(Saved data entries)
•••

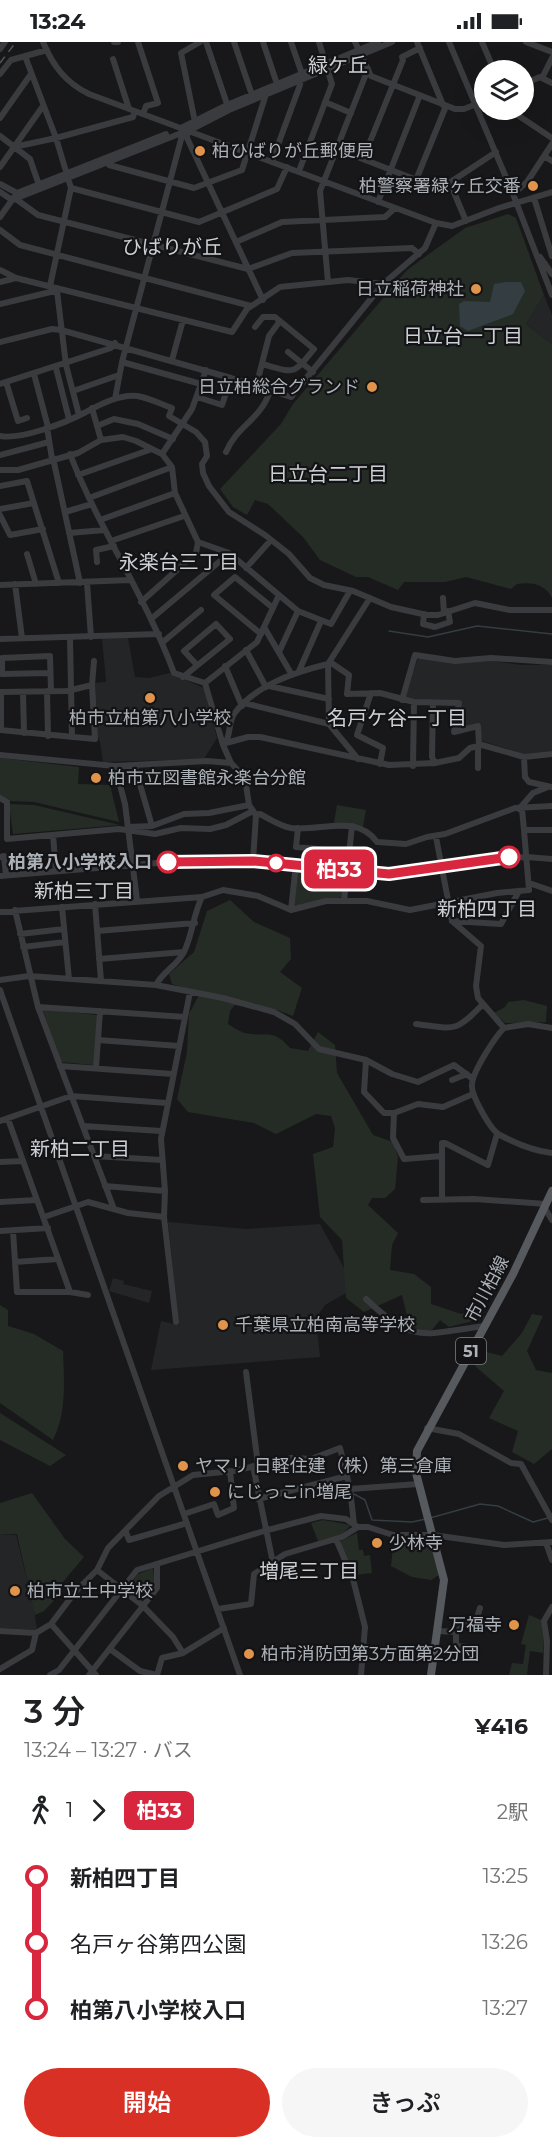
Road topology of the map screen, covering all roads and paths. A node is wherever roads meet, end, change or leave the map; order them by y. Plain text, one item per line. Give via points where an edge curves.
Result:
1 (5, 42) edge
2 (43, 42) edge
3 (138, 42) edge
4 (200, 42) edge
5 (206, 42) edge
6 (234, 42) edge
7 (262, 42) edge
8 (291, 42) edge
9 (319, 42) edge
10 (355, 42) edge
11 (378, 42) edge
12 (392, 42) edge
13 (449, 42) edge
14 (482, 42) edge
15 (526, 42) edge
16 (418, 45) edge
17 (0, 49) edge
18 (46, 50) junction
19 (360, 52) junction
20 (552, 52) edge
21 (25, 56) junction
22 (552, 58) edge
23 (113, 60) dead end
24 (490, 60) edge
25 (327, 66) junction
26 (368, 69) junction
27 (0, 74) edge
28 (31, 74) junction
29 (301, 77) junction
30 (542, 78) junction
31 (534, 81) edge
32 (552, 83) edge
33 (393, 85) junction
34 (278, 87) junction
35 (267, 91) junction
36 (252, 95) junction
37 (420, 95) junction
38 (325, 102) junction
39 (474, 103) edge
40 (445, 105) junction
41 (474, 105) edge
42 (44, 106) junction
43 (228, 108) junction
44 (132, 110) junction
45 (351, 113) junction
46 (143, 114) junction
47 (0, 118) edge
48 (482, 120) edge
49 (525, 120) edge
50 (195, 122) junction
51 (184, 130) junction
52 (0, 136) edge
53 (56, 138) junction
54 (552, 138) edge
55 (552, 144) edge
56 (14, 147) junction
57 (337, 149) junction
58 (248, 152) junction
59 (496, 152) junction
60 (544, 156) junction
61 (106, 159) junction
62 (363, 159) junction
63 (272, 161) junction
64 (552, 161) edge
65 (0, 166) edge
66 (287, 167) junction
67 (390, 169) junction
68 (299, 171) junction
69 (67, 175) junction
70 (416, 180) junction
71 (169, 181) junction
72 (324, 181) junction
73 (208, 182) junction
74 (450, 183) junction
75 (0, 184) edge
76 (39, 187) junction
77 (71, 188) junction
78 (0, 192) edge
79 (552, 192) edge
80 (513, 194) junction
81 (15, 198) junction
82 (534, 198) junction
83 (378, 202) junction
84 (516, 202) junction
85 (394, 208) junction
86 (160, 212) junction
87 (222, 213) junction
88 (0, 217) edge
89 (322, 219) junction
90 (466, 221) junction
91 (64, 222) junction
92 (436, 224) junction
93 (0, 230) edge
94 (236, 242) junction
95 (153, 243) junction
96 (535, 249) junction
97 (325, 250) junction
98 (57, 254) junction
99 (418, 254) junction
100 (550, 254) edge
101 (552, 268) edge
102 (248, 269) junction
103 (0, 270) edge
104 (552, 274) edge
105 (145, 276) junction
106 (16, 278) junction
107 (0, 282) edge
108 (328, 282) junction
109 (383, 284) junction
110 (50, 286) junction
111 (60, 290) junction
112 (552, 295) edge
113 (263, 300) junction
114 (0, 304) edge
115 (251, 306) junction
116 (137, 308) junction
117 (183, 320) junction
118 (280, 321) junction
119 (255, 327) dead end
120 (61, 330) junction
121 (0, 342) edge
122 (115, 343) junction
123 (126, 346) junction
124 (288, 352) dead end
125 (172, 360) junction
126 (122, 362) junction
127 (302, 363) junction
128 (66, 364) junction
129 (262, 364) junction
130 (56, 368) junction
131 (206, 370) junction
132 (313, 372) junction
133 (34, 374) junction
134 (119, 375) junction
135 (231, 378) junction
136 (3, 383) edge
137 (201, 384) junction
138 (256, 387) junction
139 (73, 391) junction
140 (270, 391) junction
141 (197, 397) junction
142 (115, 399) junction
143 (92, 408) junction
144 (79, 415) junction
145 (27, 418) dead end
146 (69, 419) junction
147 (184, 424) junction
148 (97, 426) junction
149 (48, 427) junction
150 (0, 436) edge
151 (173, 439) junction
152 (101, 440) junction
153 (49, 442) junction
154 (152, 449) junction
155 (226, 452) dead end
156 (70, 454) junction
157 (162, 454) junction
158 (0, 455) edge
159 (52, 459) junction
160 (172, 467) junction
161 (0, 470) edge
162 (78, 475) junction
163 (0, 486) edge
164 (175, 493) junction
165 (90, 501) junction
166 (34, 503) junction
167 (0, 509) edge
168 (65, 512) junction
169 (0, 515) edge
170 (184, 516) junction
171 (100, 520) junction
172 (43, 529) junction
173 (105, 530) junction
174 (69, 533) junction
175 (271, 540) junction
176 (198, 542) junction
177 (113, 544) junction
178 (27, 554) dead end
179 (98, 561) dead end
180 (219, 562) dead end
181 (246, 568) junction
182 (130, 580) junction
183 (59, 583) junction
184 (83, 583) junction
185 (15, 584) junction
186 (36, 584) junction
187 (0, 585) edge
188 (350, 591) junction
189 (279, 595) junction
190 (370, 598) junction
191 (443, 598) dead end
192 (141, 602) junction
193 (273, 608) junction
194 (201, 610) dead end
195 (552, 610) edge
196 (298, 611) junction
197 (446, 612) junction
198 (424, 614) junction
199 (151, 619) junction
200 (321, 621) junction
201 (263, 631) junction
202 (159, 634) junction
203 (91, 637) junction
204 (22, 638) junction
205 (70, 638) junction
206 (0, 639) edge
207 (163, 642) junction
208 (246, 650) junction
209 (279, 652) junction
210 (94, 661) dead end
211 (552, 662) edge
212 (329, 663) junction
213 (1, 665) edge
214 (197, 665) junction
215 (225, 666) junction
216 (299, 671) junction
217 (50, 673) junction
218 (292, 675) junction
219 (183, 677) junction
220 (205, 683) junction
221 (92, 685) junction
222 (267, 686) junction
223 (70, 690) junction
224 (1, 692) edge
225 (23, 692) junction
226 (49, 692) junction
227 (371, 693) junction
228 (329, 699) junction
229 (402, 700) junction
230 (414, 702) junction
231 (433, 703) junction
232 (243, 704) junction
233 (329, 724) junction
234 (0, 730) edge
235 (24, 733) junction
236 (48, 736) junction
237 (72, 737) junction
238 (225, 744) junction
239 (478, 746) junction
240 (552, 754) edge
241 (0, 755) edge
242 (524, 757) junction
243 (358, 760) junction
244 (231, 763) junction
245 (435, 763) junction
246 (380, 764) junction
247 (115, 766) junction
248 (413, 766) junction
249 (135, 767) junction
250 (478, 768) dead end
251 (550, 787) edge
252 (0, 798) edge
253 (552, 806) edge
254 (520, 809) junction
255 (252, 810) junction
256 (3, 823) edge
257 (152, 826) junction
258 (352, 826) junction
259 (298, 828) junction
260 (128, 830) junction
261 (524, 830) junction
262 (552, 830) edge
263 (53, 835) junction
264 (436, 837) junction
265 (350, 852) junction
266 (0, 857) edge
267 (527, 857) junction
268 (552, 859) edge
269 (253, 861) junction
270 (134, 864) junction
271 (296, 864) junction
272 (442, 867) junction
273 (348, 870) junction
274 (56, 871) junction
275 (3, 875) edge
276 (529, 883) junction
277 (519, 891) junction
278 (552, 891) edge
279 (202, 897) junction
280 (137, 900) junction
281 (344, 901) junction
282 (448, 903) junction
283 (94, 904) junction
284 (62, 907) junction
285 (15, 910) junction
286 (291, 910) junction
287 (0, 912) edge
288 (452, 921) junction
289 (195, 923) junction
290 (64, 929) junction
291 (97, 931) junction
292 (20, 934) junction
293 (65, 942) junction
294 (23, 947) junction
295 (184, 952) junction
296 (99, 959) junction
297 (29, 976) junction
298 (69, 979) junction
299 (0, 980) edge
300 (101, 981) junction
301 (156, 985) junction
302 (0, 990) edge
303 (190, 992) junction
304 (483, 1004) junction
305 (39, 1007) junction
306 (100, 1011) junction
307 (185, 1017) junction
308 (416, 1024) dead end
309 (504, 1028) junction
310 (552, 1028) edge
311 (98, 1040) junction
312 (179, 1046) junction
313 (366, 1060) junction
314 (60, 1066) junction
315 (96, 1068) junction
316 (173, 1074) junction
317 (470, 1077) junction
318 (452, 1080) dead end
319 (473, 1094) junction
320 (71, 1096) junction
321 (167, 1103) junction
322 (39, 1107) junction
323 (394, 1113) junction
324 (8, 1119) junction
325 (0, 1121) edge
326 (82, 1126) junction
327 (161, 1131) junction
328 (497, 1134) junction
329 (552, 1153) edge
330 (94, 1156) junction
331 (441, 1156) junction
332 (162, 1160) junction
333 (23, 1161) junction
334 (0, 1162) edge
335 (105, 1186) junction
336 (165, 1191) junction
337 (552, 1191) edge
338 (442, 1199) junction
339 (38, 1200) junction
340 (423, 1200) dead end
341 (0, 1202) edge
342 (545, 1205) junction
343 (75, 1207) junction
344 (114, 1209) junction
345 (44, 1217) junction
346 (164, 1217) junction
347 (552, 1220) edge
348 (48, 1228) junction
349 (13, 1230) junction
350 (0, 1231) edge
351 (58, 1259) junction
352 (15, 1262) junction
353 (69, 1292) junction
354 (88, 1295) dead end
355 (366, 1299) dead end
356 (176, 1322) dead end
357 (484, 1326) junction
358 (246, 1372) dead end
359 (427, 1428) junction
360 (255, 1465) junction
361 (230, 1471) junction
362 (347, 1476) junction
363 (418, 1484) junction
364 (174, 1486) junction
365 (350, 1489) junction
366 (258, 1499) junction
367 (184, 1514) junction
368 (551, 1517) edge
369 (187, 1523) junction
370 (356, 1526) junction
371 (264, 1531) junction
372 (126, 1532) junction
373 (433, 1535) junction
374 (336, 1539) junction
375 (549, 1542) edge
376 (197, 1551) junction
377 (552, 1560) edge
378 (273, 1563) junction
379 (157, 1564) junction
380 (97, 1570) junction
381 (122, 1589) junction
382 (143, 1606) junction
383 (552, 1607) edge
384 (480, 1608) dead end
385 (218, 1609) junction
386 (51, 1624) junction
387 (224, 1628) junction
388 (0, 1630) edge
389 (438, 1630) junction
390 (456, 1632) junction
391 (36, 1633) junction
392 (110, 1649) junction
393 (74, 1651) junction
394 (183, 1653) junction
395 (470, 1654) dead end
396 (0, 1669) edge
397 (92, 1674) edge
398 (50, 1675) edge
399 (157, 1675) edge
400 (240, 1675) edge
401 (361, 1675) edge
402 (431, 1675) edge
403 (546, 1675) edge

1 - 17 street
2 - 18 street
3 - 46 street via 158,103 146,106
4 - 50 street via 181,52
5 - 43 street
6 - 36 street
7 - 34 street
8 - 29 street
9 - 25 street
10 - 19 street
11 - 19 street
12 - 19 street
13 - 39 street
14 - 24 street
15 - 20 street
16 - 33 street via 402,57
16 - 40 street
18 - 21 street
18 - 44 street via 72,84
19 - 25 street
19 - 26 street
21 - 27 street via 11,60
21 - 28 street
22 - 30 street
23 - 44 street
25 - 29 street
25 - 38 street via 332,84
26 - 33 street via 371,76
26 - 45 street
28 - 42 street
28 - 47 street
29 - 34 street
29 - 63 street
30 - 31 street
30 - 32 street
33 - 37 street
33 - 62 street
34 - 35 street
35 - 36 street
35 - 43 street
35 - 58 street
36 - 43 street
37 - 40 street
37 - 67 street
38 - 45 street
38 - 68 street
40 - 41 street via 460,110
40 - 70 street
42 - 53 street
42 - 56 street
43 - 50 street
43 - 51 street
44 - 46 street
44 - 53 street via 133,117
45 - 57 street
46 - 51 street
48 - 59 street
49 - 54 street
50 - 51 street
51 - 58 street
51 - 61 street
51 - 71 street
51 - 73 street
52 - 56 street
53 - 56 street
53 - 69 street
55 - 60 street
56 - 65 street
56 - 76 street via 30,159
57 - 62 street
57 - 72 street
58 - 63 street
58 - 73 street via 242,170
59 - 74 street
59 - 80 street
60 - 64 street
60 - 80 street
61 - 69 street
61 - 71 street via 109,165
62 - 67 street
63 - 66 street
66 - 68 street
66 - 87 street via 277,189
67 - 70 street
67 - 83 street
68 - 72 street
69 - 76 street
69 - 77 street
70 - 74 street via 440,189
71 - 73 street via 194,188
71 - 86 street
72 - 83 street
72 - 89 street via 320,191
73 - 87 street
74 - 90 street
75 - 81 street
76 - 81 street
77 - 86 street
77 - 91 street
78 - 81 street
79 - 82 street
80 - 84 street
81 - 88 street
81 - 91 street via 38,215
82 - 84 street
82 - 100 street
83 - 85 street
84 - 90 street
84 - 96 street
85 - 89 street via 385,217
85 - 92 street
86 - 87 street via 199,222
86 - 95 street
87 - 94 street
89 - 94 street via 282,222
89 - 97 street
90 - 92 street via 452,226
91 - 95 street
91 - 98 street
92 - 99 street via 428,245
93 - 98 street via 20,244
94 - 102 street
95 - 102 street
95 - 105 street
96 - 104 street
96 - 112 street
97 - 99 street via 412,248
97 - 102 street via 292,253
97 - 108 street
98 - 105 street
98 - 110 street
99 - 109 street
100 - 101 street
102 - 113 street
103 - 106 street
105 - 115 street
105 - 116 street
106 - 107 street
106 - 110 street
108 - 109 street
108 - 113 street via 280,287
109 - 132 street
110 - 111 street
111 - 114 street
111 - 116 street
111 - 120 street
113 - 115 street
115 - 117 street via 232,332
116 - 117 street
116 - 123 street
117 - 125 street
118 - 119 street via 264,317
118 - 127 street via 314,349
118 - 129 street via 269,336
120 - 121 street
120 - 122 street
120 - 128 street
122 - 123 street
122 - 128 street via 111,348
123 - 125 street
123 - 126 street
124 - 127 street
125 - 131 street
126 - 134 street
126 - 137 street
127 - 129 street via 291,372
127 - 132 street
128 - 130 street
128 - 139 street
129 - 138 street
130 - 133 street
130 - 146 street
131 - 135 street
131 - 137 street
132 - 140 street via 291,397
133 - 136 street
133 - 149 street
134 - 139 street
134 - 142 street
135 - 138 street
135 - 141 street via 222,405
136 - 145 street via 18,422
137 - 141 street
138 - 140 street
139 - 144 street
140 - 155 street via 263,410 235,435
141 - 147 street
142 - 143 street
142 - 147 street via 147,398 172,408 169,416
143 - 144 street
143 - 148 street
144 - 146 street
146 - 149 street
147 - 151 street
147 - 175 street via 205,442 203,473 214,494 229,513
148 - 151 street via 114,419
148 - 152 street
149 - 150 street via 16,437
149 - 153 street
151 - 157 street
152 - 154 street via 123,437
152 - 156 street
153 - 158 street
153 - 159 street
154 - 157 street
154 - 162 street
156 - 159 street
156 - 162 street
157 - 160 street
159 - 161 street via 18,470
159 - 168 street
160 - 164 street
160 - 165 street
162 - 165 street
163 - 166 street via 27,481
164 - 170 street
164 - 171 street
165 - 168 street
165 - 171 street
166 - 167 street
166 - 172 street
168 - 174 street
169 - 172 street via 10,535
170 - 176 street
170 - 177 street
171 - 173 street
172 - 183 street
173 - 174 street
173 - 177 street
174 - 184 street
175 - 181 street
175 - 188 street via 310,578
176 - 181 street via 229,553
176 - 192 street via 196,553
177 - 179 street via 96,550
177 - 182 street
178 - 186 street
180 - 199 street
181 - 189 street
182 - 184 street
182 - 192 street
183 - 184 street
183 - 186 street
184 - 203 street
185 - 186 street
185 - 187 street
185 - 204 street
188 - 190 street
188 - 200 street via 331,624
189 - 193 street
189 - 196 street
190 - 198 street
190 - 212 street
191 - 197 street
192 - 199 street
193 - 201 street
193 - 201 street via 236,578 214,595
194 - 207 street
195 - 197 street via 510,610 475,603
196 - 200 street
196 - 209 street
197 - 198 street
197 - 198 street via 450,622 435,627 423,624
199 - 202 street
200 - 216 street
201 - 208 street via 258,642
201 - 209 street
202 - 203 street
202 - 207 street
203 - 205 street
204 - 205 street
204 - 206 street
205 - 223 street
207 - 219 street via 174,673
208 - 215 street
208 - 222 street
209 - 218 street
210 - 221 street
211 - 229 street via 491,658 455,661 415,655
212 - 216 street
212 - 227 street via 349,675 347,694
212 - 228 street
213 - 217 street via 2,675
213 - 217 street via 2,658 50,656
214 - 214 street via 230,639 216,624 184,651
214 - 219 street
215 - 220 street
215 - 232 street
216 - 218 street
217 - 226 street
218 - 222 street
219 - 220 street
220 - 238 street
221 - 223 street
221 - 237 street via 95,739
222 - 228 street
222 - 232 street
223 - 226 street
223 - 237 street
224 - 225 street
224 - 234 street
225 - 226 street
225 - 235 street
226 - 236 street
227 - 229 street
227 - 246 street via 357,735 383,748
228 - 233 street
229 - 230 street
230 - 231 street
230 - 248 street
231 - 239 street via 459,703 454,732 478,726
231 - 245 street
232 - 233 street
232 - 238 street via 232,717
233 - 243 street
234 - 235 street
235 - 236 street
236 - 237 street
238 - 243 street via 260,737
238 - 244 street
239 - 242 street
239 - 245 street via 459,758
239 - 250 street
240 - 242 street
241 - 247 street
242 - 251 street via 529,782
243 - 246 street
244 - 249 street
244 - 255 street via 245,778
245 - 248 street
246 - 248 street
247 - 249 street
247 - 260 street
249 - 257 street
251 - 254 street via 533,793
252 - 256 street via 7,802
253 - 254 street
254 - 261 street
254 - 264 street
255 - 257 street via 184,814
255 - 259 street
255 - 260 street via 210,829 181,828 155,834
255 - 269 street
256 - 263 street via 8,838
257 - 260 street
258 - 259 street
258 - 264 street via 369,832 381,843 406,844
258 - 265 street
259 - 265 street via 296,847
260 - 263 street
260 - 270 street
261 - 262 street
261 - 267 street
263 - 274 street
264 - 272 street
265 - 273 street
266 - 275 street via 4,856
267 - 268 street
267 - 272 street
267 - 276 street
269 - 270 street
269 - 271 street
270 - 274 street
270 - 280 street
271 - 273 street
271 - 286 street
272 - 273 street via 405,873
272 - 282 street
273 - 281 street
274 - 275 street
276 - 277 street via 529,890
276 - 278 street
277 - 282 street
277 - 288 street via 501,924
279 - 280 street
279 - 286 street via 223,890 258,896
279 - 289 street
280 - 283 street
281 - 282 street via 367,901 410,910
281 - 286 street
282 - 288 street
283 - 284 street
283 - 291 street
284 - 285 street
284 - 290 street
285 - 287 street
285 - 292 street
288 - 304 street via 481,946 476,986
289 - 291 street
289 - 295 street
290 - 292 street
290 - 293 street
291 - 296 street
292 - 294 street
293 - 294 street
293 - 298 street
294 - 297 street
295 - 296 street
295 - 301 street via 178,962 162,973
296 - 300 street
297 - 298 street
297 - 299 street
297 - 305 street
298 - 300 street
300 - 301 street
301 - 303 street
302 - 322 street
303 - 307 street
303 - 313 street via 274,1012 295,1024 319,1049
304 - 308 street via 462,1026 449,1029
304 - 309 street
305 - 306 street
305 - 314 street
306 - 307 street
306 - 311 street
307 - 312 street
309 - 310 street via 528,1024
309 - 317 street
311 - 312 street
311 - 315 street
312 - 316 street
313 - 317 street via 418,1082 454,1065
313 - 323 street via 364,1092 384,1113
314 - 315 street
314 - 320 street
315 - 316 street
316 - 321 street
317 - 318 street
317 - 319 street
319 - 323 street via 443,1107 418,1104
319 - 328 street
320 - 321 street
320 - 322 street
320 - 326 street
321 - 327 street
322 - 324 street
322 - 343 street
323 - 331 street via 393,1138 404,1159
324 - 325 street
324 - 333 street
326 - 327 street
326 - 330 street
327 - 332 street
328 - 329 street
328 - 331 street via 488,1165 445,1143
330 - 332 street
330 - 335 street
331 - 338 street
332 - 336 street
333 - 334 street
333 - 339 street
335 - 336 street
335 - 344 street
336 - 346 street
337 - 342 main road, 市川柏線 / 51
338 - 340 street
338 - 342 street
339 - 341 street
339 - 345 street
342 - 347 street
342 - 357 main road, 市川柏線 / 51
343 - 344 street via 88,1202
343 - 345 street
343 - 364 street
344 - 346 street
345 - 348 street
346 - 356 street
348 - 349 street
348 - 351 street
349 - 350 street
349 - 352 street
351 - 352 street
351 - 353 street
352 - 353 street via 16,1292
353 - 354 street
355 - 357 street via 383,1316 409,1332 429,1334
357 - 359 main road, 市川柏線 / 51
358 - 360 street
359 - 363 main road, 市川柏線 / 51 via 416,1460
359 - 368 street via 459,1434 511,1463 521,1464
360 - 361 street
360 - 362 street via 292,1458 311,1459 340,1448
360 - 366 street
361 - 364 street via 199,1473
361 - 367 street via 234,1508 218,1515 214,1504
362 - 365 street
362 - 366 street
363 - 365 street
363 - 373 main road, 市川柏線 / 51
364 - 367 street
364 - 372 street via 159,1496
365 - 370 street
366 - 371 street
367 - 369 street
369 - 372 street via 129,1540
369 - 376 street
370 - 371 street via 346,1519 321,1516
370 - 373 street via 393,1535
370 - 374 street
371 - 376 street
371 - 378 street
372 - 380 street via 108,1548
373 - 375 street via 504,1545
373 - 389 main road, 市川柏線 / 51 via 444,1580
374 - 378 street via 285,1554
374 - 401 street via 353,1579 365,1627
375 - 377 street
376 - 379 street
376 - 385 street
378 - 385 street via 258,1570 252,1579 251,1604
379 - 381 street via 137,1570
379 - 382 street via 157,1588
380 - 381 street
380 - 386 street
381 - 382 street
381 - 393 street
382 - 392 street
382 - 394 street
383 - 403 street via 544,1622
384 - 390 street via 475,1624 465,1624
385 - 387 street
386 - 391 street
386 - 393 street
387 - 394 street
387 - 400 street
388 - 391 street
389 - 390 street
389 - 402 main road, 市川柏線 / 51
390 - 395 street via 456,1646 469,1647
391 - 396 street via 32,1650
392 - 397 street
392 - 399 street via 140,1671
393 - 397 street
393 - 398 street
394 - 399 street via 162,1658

•••

All lines in the records above that contain "市川柏線" are to be reported.

### Answer to this problem
337 - 342 main road, 市川柏線 / 51
342 - 357 main road, 市川柏線 / 51
357 - 359 main road, 市川柏線 / 51
359 - 363 main road, 市川柏線 / 51 via 416,1460
363 - 373 main road, 市川柏線 / 51
373 - 389 main road, 市川柏線 / 51 via 444,1580
389 - 402 main road, 市川柏線 / 51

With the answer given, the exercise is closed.